─── Entries provided

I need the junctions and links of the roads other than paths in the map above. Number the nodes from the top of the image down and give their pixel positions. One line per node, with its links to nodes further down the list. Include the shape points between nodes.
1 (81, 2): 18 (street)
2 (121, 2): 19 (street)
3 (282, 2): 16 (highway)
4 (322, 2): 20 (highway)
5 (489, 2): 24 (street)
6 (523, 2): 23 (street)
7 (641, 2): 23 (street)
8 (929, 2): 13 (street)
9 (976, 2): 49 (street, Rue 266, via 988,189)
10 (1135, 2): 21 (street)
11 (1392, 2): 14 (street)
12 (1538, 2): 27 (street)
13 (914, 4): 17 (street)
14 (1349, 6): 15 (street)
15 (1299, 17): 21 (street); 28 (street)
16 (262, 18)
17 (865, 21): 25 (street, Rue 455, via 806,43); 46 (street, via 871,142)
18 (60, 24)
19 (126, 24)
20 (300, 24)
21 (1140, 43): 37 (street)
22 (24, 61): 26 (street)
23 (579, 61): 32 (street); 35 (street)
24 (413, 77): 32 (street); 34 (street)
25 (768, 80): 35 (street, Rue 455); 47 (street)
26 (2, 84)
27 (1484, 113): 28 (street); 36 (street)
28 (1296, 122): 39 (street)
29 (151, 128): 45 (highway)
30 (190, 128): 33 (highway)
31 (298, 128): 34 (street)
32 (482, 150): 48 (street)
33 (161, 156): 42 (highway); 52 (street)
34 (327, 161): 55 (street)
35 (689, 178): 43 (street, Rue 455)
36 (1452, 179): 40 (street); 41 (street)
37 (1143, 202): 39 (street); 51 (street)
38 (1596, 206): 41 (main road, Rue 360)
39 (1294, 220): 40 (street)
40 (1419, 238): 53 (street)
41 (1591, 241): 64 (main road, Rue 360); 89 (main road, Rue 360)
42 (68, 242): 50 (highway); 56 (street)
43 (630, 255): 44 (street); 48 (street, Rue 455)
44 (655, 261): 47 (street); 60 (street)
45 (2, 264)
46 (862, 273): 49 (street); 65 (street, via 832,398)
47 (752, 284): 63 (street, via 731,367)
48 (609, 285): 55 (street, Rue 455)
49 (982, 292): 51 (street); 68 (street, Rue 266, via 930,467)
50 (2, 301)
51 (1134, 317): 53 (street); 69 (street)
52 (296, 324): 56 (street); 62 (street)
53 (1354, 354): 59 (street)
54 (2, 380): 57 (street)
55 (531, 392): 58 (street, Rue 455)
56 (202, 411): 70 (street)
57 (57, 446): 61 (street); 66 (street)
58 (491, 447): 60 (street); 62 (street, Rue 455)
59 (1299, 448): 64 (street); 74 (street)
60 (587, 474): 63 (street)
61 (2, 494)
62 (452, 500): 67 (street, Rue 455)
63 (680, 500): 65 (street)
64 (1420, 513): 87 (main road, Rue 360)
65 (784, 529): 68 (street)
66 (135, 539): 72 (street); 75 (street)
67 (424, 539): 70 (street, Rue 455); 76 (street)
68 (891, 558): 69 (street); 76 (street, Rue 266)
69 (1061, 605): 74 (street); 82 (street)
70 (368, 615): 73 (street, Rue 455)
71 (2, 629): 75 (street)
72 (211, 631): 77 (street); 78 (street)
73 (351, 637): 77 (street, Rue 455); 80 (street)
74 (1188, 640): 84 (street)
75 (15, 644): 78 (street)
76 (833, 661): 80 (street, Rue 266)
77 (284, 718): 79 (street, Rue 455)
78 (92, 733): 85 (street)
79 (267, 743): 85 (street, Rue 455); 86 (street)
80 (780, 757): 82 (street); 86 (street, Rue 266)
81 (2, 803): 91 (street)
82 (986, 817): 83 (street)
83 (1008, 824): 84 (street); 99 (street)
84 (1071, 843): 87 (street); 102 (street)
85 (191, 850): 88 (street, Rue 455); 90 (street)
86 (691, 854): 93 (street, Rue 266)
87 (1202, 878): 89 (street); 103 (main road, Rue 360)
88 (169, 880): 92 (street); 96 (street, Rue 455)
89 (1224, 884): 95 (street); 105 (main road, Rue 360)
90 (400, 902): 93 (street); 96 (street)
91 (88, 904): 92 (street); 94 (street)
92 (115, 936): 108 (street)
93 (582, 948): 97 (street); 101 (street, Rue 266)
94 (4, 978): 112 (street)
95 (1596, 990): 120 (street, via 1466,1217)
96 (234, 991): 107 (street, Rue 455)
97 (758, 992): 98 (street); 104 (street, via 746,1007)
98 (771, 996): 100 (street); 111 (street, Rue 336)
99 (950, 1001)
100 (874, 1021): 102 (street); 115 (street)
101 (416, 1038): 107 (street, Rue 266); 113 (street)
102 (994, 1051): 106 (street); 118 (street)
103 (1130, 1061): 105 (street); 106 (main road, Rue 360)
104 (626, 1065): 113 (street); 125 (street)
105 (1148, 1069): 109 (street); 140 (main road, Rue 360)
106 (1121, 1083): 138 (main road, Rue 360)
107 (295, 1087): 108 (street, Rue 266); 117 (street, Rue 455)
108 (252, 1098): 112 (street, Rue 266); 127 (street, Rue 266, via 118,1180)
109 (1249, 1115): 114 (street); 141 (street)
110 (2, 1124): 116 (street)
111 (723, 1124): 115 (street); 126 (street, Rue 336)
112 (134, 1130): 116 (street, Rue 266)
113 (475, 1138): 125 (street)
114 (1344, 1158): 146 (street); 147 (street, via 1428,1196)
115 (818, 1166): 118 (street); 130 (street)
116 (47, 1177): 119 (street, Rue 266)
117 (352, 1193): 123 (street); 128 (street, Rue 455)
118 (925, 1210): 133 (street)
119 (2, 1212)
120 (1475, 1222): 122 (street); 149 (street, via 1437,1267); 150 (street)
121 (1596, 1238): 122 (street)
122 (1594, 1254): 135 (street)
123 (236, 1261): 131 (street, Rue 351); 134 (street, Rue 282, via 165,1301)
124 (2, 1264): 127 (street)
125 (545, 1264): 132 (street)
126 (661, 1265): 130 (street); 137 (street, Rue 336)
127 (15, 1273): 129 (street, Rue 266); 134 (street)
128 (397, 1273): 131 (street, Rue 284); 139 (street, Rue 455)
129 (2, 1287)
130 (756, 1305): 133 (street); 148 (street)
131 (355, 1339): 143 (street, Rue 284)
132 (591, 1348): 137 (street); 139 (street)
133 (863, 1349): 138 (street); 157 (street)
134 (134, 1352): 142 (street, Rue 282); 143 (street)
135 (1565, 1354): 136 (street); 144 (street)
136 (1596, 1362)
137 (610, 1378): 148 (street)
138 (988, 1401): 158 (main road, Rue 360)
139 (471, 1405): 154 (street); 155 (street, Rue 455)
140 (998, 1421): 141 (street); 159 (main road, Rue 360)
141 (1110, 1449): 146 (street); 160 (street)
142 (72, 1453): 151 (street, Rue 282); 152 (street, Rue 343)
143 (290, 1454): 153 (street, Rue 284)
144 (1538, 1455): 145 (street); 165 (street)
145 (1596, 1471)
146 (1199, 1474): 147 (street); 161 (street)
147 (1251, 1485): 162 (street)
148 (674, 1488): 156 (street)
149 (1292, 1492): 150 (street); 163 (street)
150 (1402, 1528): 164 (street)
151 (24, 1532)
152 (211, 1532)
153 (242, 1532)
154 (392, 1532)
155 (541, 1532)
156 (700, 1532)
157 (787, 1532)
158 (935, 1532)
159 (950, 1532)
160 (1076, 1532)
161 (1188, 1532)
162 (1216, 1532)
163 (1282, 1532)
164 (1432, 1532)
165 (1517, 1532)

──────

- What this task involves: The data must be transcribed in full. Every word stays the same.

- Output of the exercise:
I need the junctions and links of the roads other than paths in the map above. Number the nodes from the top of the image down and give their pixel positions. One line per node, with its links to nodes further down the list. Include the shape points between nodes.
1 (81, 2): 18 (street)
2 (121, 2): 19 (street)
3 (282, 2): 16 (highway)
4 (322, 2): 20 (highway)
5 (489, 2): 24 (street)
6 (523, 2): 23 (street)
7 (641, 2): 23 (street)
8 (929, 2): 13 (street)
9 (976, 2): 49 (street, Rue 266, via 988,189)
10 (1135, 2): 21 (street)
11 (1392, 2): 14 (street)
12 (1538, 2): 27 (street)
13 (914, 4): 17 (street)
14 (1349, 6): 15 (street)
15 (1299, 17): 21 (street); 28 (street)
16 (262, 18)
17 (865, 21): 25 (street, Rue 455, via 806,43); 46 (street, via 871,142)
18 (60, 24)
19 (126, 24)
20 (300, 24)
21 (1140, 43): 37 (street)
22 (24, 61): 26 (street)
23 (579, 61): 32 (street); 35 (street)
24 (413, 77): 32 (street); 34 (street)
25 (768, 80): 35 (street, Rue 455); 47 (street)
26 (2, 84)
27 (1484, 113): 28 (street); 36 (street)
28 (1296, 122): 39 (street)
29 (151, 128): 45 (highway)
30 (190, 128): 33 (highway)
31 (298, 128): 34 (street)
32 (482, 150): 48 (street)
33 (161, 156): 42 (highway); 52 (street)
34 (327, 161): 55 (street)
35 (689, 178): 43 (street, Rue 455)
36 (1452, 179): 40 (street); 41 (street)
37 (1143, 202): 39 (street); 51 (street)
38 (1596, 206): 41 (main road, Rue 360)
39 (1294, 220): 40 (street)
40 (1419, 238): 53 (street)
41 (1591, 241): 64 (main road, Rue 360); 89 (main road, Rue 360)
42 (68, 242): 50 (highway); 56 (street)
43 (630, 255): 44 (street); 48 (street, Rue 455)
44 (655, 261): 47 (street); 60 (street)
45 (2, 264)
46 (862, 273): 49 (street); 65 (street, via 832,398)
47 (752, 284): 63 (street, via 731,367)
48 (609, 285): 55 (street, Rue 455)
49 (982, 292): 51 (street); 68 (street, Rue 266, via 930,467)
50 (2, 301)
51 (1134, 317): 53 (street); 69 (street)
52 (296, 324): 56 (street); 62 (street)
53 (1354, 354): 59 (street)
54 (2, 380): 57 (street)
55 (531, 392): 58 (street, Rue 455)
56 (202, 411): 70 (street)
57 (57, 446): 61 (street); 66 (street)
58 (491, 447): 60 (street); 62 (street, Rue 455)
59 (1299, 448): 64 (street); 74 (street)
60 (587, 474): 63 (street)
61 (2, 494)
62 (452, 500): 67 (street, Rue 455)
63 (680, 500): 65 (street)
64 (1420, 513): 87 (main road, Rue 360)
65 (784, 529): 68 (street)
66 (135, 539): 72 (street); 75 (street)
67 (424, 539): 70 (street, Rue 455); 76 (street)
68 (891, 558): 69 (street); 76 (street, Rue 266)
69 (1061, 605): 74 (street); 82 (street)
70 (368, 615): 73 (street, Rue 455)
71 (2, 629): 75 (street)
72 (211, 631): 77 (street); 78 (street)
73 (351, 637): 77 (street, Rue 455); 80 (street)
74 (1188, 640): 84 (street)
75 (15, 644): 78 (street)
76 (833, 661): 80 (street, Rue 266)
77 (284, 718): 79 (street, Rue 455)
78 (92, 733): 85 (street)
79 (267, 743): 85 (street, Rue 455); 86 (street)
80 (780, 757): 82 (street); 86 (street, Rue 266)
81 (2, 803): 91 (street)
82 (986, 817): 83 (street)
83 (1008, 824): 84 (street); 99 (street)
84 (1071, 843): 87 (street); 102 (street)
85 (191, 850): 88 (street, Rue 455); 90 (street)
86 (691, 854): 93 (street, Rue 266)
87 (1202, 878): 89 (street); 103 (main road, Rue 360)
88 (169, 880): 92 (street); 96 (street, Rue 455)
89 (1224, 884): 95 (street); 105 (main road, Rue 360)
90 (400, 902): 93 (street); 96 (street)
91 (88, 904): 92 (street); 94 (street)
92 (115, 936): 108 (street)
93 (582, 948): 97 (street); 101 (street, Rue 266)
94 (4, 978): 112 (street)
95 (1596, 990): 120 (street, via 1466,1217)
96 (234, 991): 107 (street, Rue 455)
97 (758, 992): 98 (street); 104 (street, via 746,1007)
98 (771, 996): 100 (street); 111 (street, Rue 336)
99 (950, 1001)
100 (874, 1021): 102 (street); 115 (street)
101 (416, 1038): 107 (street, Rue 266); 113 (street)
102 (994, 1051): 106 (street); 118 (street)
103 (1130, 1061): 105 (street); 106 (main road, Rue 360)
104 (626, 1065): 113 (street); 125 (street)
105 (1148, 1069): 109 (street); 140 (main road, Rue 360)
106 (1121, 1083): 138 (main road, Rue 360)
107 (295, 1087): 108 (street, Rue 266); 117 (street, Rue 455)
108 (252, 1098): 112 (street, Rue 266); 127 (street, Rue 266, via 118,1180)
109 (1249, 1115): 114 (street); 141 (street)
110 (2, 1124): 116 (street)
111 (723, 1124): 115 (street); 126 (street, Rue 336)
112 (134, 1130): 116 (street, Rue 266)
113 (475, 1138): 125 (street)
114 (1344, 1158): 146 (street); 147 (street, via 1428,1196)
115 (818, 1166): 118 (street); 130 (street)
116 (47, 1177): 119 (street, Rue 266)
117 (352, 1193): 123 (street); 128 (street, Rue 455)
118 (925, 1210): 133 (street)
119 (2, 1212)
120 (1475, 1222): 122 (street); 149 (street, via 1437,1267); 150 (street)
121 (1596, 1238): 122 (street)
122 (1594, 1254): 135 (street)
123 (236, 1261): 131 (street, Rue 351); 134 (street, Rue 282, via 165,1301)
124 (2, 1264): 127 (street)
125 (545, 1264): 132 (street)
126 (661, 1265): 130 (street); 137 (street, Rue 336)
127 (15, 1273): 129 (street, Rue 266); 134 (street)
128 (397, 1273): 131 (street, Rue 284); 139 (street, Rue 455)
129 (2, 1287)
130 (756, 1305): 133 (street); 148 (street)
131 (355, 1339): 143 (street, Rue 284)
132 (591, 1348): 137 (street); 139 (street)
133 (863, 1349): 138 (street); 157 (street)
134 (134, 1352): 142 (street, Rue 282); 143 (street)
135 (1565, 1354): 136 (street); 144 (street)
136 (1596, 1362)
137 (610, 1378): 148 (street)
138 (988, 1401): 158 (main road, Rue 360)
139 (471, 1405): 154 (street); 155 (street, Rue 455)
140 (998, 1421): 141 (street); 159 (main road, Rue 360)
141 (1110, 1449): 146 (street); 160 (street)
142 (72, 1453): 151 (street, Rue 282); 152 (street, Rue 343)
143 (290, 1454): 153 (street, Rue 284)
144 (1538, 1455): 145 (street); 165 (street)
145 (1596, 1471)
146 (1199, 1474): 147 (street); 161 (street)
147 (1251, 1485): 162 (street)
148 (674, 1488): 156 (street)
149 (1292, 1492): 150 (street); 163 (street)
150 (1402, 1528): 164 (street)
151 (24, 1532)
152 (211, 1532)
153 (242, 1532)
154 (392, 1532)
155 (541, 1532)
156 (700, 1532)
157 (787, 1532)
158 (935, 1532)
159 (950, 1532)
160 (1076, 1532)
161 (1188, 1532)
162 (1216, 1532)
163 (1282, 1532)
164 (1432, 1532)
165 (1517, 1532)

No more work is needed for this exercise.